Este último dato ilustra por qué esta existencia de botones falsos no se contempla como un resto del pasado a eliminar, sino que incluso se continúa fomentando. ¿Y por qué? En 1975, una psicóloga llamada Ellen Langer publicó un célebre estudio en la revista Journal of Personality and Social Psychology en el que acuñaba una expresión, la «ilusión del control». Langer demostraba que muchos jugadores actúan u optan de determinadas maneras porque piensan que eso aumenta sus posibilidades de ganar, cuando en realidad esas acciones u opciones no tienen ningún efecto.

Pensemos en la Lotería de Navidad, ya tan próxima: muchos eligen números que representan fechas concretas, que les resultan significativos o que les parecen «bonitos». Pero en realidad, todos los números del bombo tienen teóricamente la misma probabilidad de resultar premiados.

Esta ilusión de tener el control sobre un resultado que realmente escapa a nuestro poder es también la que justifica la existencia de los botones placebo: como en el caso de los termostatos, resulta satisfatorio pensar que tenemos el dominio de la situación, ya sea regular la temperatura de la oficina, cerrar las puertas del ascensor o detener el tráfico para cruzar la calle. Todo ello apela a lo que los psicólogos llaman el sentido de agencia, el sentimiento de que tenemos control sobre nuestras acciones y sus consecuencias.

El último ejemplo de los que he citado es mi favorito. Uno, como padre responsable, trata de enseñar a sus criaturas a no morir atropelladas, instruyéndoles sobre cómo cruzar la calle en tiempo y forma. Siempre que hay uno de esos botoncitos verdes que dicen «peatón pulse – espere verde», les digo que pulsen. Lo cual hacen encantados, ya que a los niños les chifla apretar botones. Y si piensan que los coches se han parado gracias a ellos, entonces ya no caben en sí de orgullo. Pero uno siempre se pregunta: ¿realmente ese botón hace algo?

Según parece, no hay una respuesta única. El artículo de Mele cuenta que en su día los botones de los semáforos se colocaron con una finalidad genuina, para ayudar a regular el tráfico. Pero con el tiempo, cuando se introdujo el control por ordenador, dejaron de ser funcionales.

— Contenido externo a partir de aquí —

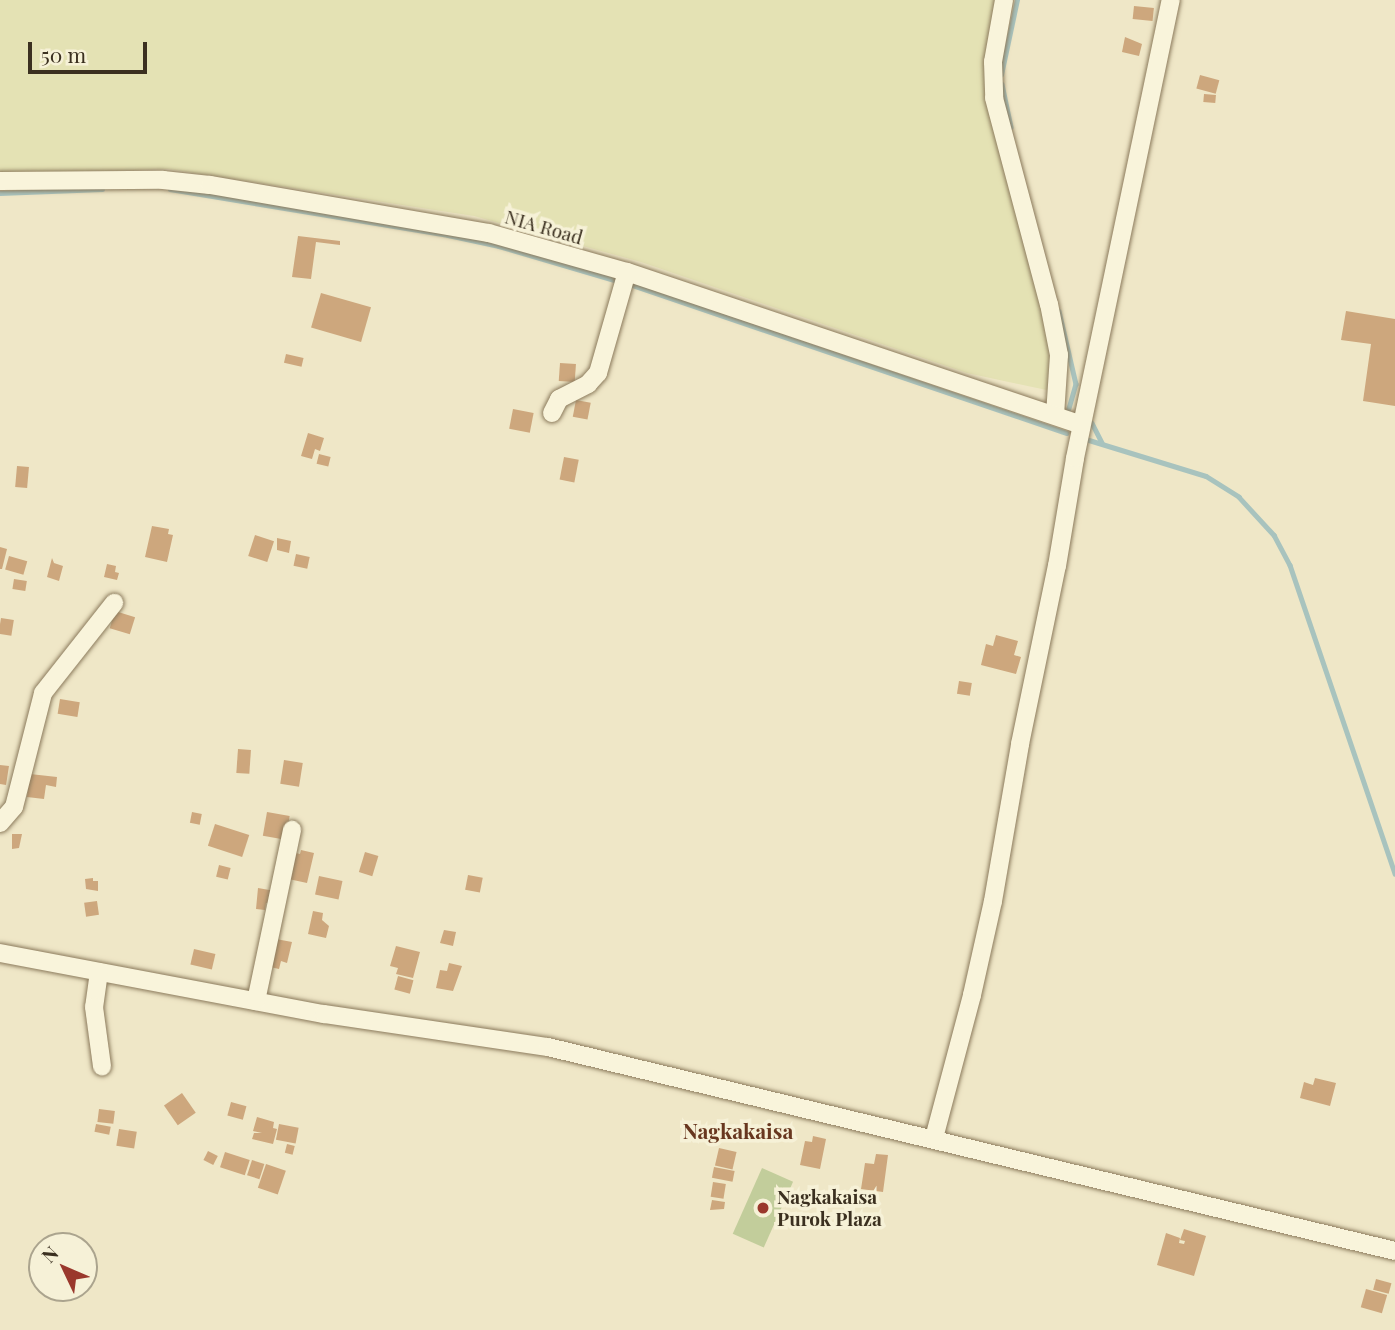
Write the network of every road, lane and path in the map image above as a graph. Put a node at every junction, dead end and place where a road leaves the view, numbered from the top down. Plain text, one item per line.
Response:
1 (1004, 0) edge
2 (1171, 0) edge
3 (0, 181) edge
4 (627, 272) junction
5 (552, 414) dead end
6 (1055, 415) junction
7 (1082, 425) junction
8 (114, 603) dead end
9 (0, 823) edge
10 (292, 830) dead end
11 (0, 954) edge
12 (99, 972) junction
13 (256, 1001) junction
14 (102, 1066) dead end
15 (934, 1138) junction
16 (1395, 1251) edge

1 - 6 street
2 - 7 street
3 - 4 street, NIA Road
4 - 5 street
4 - 6 street, NIA Road
6 - 7 street, NIA Road
7 - 15 street
8 - 9 street
10 - 13 street
11 - 12 street
12 - 13 street
12 - 14 street
13 - 15 street
15 - 16 street

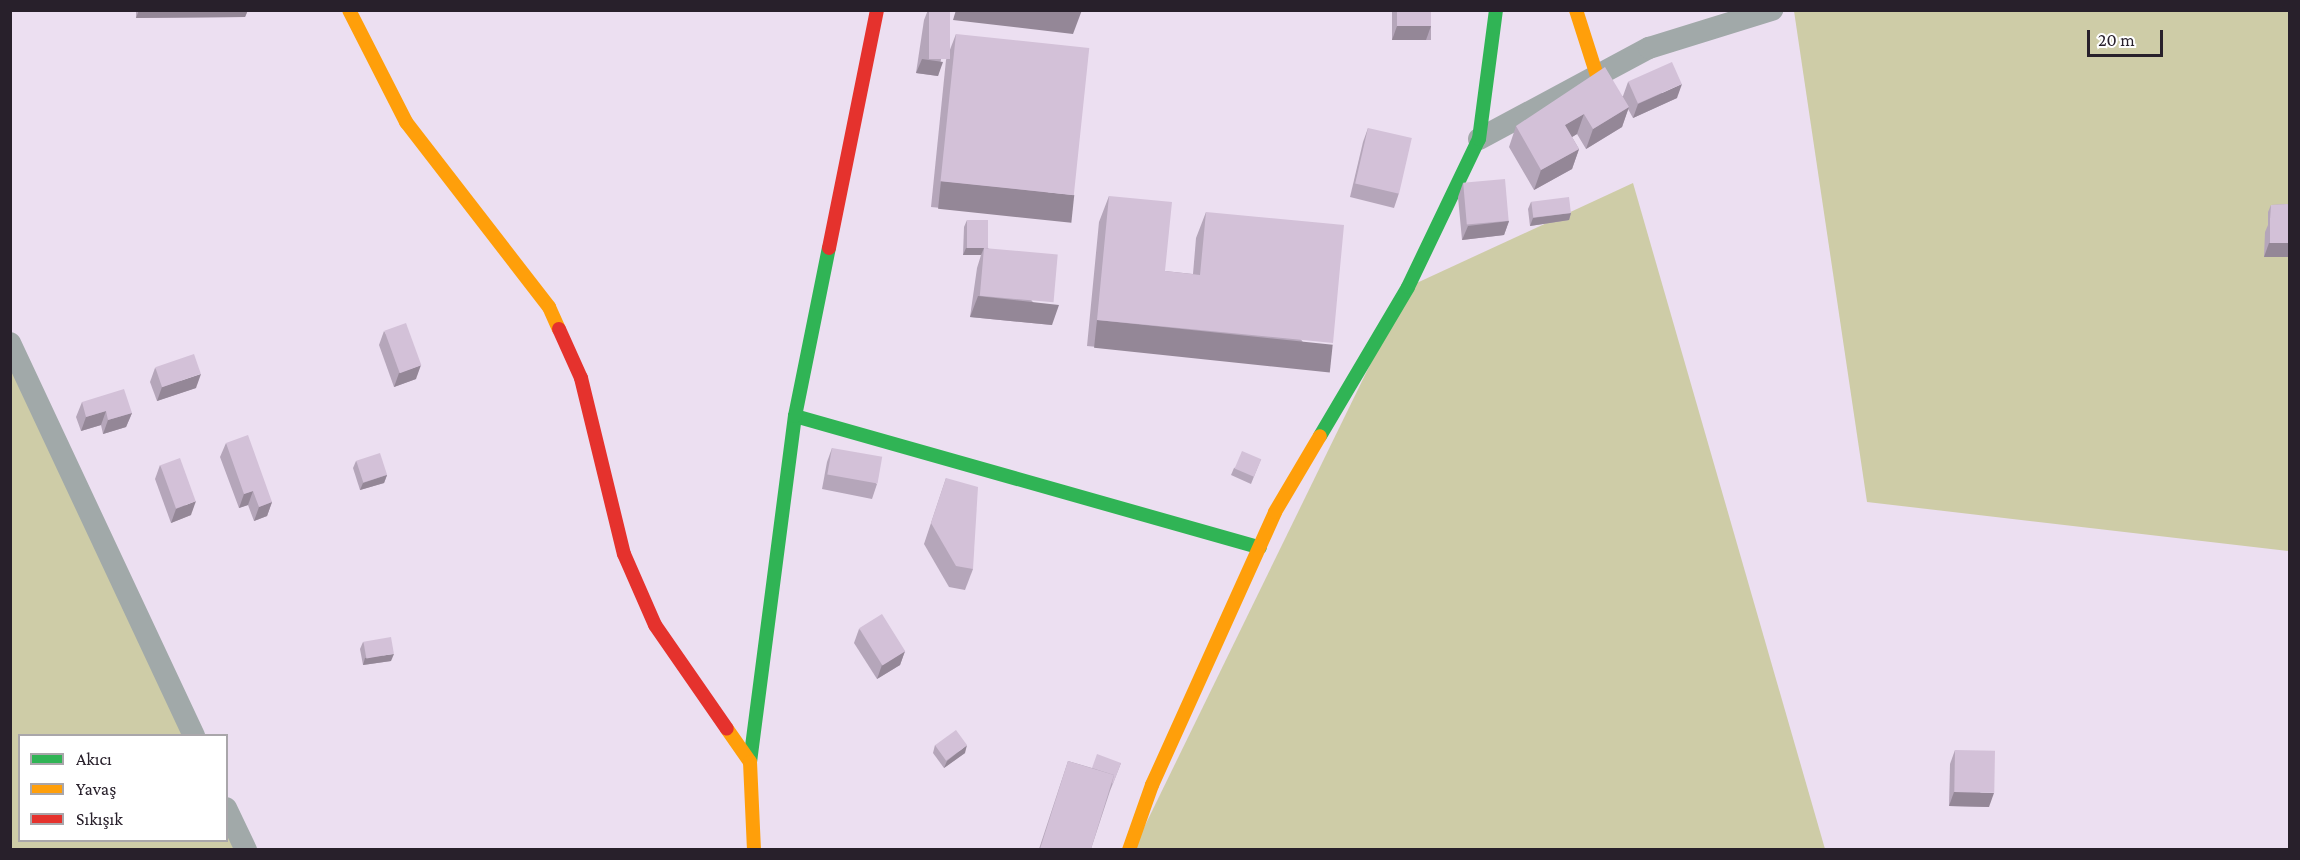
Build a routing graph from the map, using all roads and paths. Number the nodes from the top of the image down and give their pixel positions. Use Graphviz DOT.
graph roads {
  1 [pos="350,10"];
  2 [pos="877,10"];
  3 [pos="1496,10"];
  4 [pos="1576,10"];
  5 [pos="1772,10"];
  6 [pos="1597,76"];
  7 [pos="1479,139"];
  8 [pos="10,343"];
  9 [pos="795,416"];
  10 [pos="1260,548"];
  11 [pos="194,734"];
  12 [pos="750,762"];
  13 [pos="228,811"];
  14 [pos="246,849"];
  15 [pos="754,849"];
  16 [pos="1129,849"];
  1 -- 12 [label="street"];
  2 -- 9 [label="street"];
  3 -- 7 [label="street"];
  4 -- 6 [label="street"];
  5 -- 6 [label="street"];
  6 -- 7 [label="street"];
  7 -- 10 [label="street"];
  8 -- 11 [label="street"];
  9 -- 10 [label="street"];
  9 -- 12 [label="street"];
  10 -- 16 [label="street"];
  12 -- 15 [label="street"];
  13 -- 14 [label="street"];
}
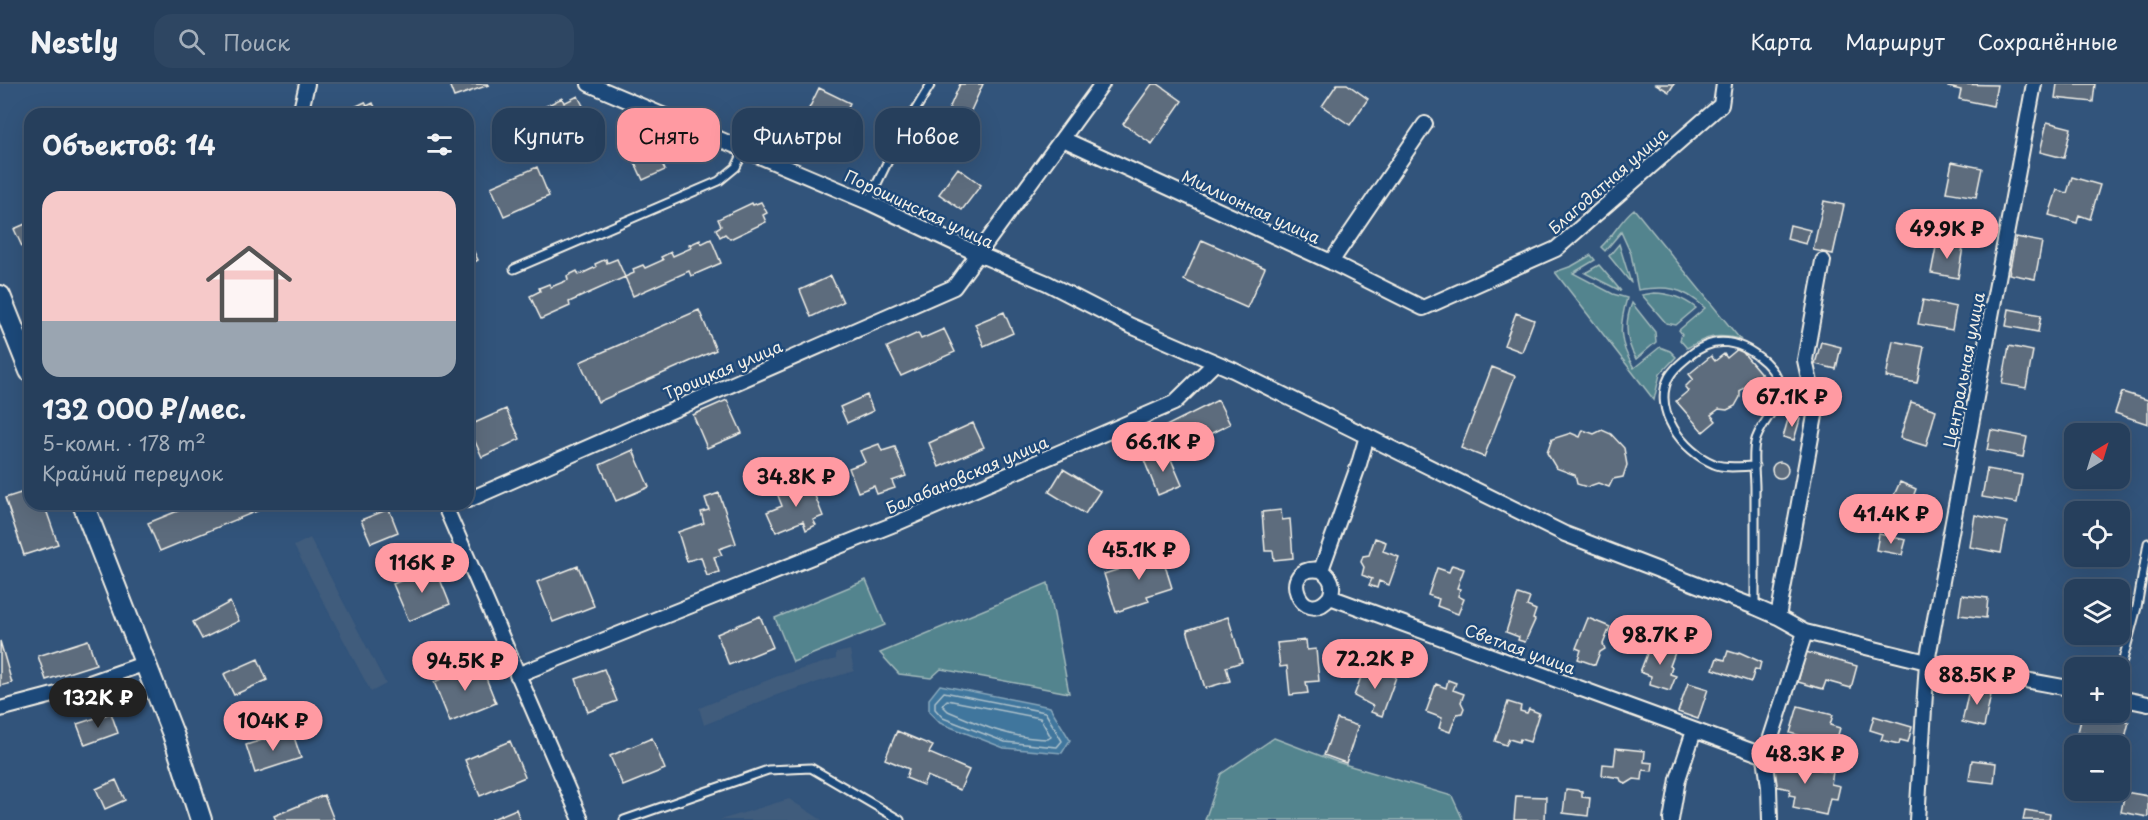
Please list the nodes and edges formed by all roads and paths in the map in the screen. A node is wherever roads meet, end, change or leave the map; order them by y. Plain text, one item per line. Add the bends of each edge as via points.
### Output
1 (307, 84) edge
2 (589, 84) edge
3 (931, 84) edge
4 (1102, 84) edge
5 (1724, 84) edge
6 (2034, 84) edge
7 (301, 108) edge
8 (1425, 124) dead end
9 (1064, 139) junction
10 (732, 144) edge
11 (738, 162) edge
12 (775, 162) edge
13 (868, 202) junction
14 (978, 254) junction
15 (1823, 261) dead end
16 (1331, 262) junction
17 (514, 269) dead end
18 (0, 296) edge
19 (1423, 309) joint
20 (24, 356) edge
21 (1215, 363) junction
22 (1367, 436) junction
23 (1755, 466) junction
24 (474, 497) edge
25 (85, 510) edge
26 (452, 510) edge
27 (2148, 543) edge
28 (1321, 570) junction
29 (1330, 597) junction
30 (1755, 607) junction
31 (1778, 617) junction
32 (1805, 632) junction
33 (2124, 657) edge
34 (1927, 662) junction
35 (146, 663) junction
36 (517, 675) junction
37 (2064, 687) edge
38 (2130, 700) edge
39 (2148, 704) edge
40 (0, 709) edge
41 (1694, 731) junction
42 (1765, 756) junction
43 (201, 820) edge
44 (581, 820) edge
45 (624, 820) edge
46 (900, 820) edge
47 (1671, 820) edge
48 (1770, 820) edge
49 (1917, 820) edge

1 - 7 street
2 - 10 street, Порошинская улица
3 - 13 lane
4 - 9 street, Троицкая улица
5 - 19 street, Благодатная улица via 1721,105 1556,249
6 - 34 street, Центральная улица
8 - 16 street
9 - 14 street, Троицкая улица
9 - 16 street, Миллионная улица
11 - 17 lane via 719,181
12 - 13 street, Порошинская улица
13 - 14 street, Порошинская улица
14 - 21 street, Порошинская улица
14 - 24 street, Троицкая улица via 954,287
15 - 31 street via 1805,360 1816,410
16 - 19 street, Миллионная улица
18 - 20 street
21 - 22 street, Порошинская улица
21 - 36 street, Балабановская улица via 1174,403 897,523
22 - 28 street
22 - 30 street, Порошинская улица via 1565,534
23 - 23 lane via 1716,466 1700,457 1671,425 1662,397 1666,384 1672,370 1698,348 1723,342 1742,346 1772,369 1780,384 1779,397 1755,441
23 - 30 lane
25 - 35 street
26 - 36 street
27 - 33 lane
28 - 29 street via 1331,579
28 - 29 street via 1308,570 1299,576 1297,594 1304,603 1315,606
29 - 41 street, Светлая улица
30 - 31 street, Порошинская улица
31 - 32 street, Порошинская улица
32 - 34 street, Порошинская улица
32 - 42 street
34 - 37 street, Порошинская улица
34 - 49 street, Центральная улица
35 - 40 street via 61,693
35 - 43 street
36 - 44 street
38 - 39 street
41 - 42 street, Светлая улица
41 - 47 street via 1678,779
42 - 48 street
45 - 46 lane via 768,770 811,768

Según Mele, en Nueva York hoy solo quedan unos pocos que responden a quien los pulsa.

Un estudio publicado en 2013 por investigadores de Microsoft y la Universidad de Michigan enfocaba el estudio de estos artefactos desde el punto de vista de la interacción humano-máquina para acuñar otra expresión: «engaño benevolente», una especie de mentira piadosa que beneficia al usuario. Supuestamente, el hecho de apretar el botón de los semáforos no solo satisface el sentido de agencia, sino que al hacerlo el peatón tenderá a esperar con más paciencia el cambio de semáforo y no se lanzará a tratar de sortear el tráfico en rojo.

Un artículo de la BBC publicado en 2013 explicaba que el sistema informatizado de regulación de tráfico empleado en Reino Unido, llamado SCOOT (siglas de Split Cycle Offset Optimisation Technique), pone los botones en modo placebo durante el día, cuando el tráfico es intenso, y los activa por la noche.

Por otra parte, este trabajo de la ingeniera industrial Emma Holgado nos cuenta que el SCOOT se emplea también en Madrid, lo que nos lleva a una clara conclusión: si viven en Madrid (y supongo que en Barcelona y otras ciudades del país), apretar el botón durante el día no les servirá de nada. Pero háganlo, que los placebos también son eficaces incluso cuando sabemos que lo son. Y si van con niños, no les quiten la ilusión de pensar que son ellos quienes detienen el tráfico. Se sienten casi como superhéroes.